▶ [WHAT THE TASK ASKS]: Find every line below that contains the word "meet" and copy it out.

▶ [DATA FOR ANALYSIS]:
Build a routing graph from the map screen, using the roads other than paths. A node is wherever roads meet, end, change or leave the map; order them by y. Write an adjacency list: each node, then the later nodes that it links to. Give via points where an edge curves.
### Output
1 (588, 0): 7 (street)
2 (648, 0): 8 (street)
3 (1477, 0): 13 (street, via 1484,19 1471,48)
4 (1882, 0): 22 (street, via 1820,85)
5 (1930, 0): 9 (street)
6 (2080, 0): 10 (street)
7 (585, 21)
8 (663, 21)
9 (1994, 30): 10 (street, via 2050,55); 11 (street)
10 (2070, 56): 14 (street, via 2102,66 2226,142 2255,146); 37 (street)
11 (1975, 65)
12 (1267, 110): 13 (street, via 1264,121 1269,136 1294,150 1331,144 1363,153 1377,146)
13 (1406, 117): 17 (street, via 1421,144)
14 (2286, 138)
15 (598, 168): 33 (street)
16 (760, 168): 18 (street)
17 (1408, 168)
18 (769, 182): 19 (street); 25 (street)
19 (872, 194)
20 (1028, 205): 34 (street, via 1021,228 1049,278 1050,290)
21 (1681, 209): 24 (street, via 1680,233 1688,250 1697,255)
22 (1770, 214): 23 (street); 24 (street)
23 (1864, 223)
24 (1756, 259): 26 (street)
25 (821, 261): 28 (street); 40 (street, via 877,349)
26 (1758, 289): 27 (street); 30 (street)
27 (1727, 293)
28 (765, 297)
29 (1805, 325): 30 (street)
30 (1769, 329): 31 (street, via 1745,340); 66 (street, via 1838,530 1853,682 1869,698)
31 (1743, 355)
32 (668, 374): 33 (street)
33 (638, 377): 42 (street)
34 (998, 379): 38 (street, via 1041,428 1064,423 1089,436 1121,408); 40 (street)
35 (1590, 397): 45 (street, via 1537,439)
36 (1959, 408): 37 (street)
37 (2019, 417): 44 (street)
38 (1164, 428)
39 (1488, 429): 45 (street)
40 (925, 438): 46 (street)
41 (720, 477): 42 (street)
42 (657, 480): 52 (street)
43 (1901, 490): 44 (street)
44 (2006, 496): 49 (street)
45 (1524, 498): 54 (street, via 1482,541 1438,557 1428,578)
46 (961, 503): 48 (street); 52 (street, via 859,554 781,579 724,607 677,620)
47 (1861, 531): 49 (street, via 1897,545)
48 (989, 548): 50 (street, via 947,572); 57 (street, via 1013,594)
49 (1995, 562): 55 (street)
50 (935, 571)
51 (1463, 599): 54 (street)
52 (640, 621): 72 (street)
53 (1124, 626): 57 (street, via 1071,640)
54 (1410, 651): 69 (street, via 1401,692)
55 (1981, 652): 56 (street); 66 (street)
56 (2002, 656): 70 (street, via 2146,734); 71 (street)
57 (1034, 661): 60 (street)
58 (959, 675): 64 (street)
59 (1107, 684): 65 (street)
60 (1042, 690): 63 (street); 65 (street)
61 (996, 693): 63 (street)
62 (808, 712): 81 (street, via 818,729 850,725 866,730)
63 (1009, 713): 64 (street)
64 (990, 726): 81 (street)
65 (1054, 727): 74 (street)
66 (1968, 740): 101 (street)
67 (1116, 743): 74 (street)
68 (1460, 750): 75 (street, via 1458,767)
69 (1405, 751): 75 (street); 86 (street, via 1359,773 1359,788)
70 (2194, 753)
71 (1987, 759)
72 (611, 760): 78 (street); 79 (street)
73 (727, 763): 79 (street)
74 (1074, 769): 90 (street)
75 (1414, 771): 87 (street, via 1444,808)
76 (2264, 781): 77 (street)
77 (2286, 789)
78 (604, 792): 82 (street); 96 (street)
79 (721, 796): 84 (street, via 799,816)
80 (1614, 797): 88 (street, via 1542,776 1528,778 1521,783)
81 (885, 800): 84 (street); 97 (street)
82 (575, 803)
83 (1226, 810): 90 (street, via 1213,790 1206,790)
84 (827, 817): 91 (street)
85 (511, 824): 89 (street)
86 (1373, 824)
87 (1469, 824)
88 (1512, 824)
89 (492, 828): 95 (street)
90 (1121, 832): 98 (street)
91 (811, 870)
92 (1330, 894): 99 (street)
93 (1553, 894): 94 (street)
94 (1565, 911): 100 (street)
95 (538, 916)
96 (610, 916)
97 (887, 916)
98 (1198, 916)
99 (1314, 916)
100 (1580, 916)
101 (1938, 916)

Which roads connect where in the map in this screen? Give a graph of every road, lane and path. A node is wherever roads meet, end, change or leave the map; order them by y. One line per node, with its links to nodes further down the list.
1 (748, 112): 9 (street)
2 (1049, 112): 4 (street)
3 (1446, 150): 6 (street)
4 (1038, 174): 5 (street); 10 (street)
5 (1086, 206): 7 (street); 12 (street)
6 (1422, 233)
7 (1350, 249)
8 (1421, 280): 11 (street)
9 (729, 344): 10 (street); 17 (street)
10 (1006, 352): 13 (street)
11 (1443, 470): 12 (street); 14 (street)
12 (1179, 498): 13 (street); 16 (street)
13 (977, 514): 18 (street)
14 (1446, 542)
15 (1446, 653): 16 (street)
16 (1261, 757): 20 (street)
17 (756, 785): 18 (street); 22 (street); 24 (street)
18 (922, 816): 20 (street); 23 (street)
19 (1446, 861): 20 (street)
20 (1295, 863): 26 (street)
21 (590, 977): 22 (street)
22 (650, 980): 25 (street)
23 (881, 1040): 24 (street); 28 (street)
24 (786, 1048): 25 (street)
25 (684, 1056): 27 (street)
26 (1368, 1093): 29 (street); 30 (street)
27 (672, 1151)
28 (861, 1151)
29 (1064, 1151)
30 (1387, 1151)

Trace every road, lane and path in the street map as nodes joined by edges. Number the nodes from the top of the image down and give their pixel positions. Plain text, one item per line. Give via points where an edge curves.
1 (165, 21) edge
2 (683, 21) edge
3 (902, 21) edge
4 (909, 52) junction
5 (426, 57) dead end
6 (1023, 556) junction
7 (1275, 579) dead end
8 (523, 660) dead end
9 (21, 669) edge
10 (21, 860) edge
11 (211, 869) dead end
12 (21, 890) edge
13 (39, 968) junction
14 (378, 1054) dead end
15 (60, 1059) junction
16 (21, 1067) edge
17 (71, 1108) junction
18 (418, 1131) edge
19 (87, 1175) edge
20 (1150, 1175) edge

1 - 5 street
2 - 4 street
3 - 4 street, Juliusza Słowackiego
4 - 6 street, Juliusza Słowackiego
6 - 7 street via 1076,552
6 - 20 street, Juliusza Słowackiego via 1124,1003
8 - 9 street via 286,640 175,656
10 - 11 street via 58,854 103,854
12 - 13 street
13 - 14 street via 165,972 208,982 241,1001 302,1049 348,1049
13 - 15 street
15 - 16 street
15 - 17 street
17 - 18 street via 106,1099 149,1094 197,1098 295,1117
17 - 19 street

▶ [ANSWER]:
Build a routing graph from the map screen, using the roads other than paths. A node is wherever roads meet, end, change or leave the map; order them by y. Write an adjacency list: each node, then the later nodes that it links to. Give via points where an edge curves.
Which roads connect where in the map in this screen? Give a graph of every road, lane and path. A node is wherever roads meet, end, change or leave the map; order them by y. One line per node, with its links to nodes further down the list.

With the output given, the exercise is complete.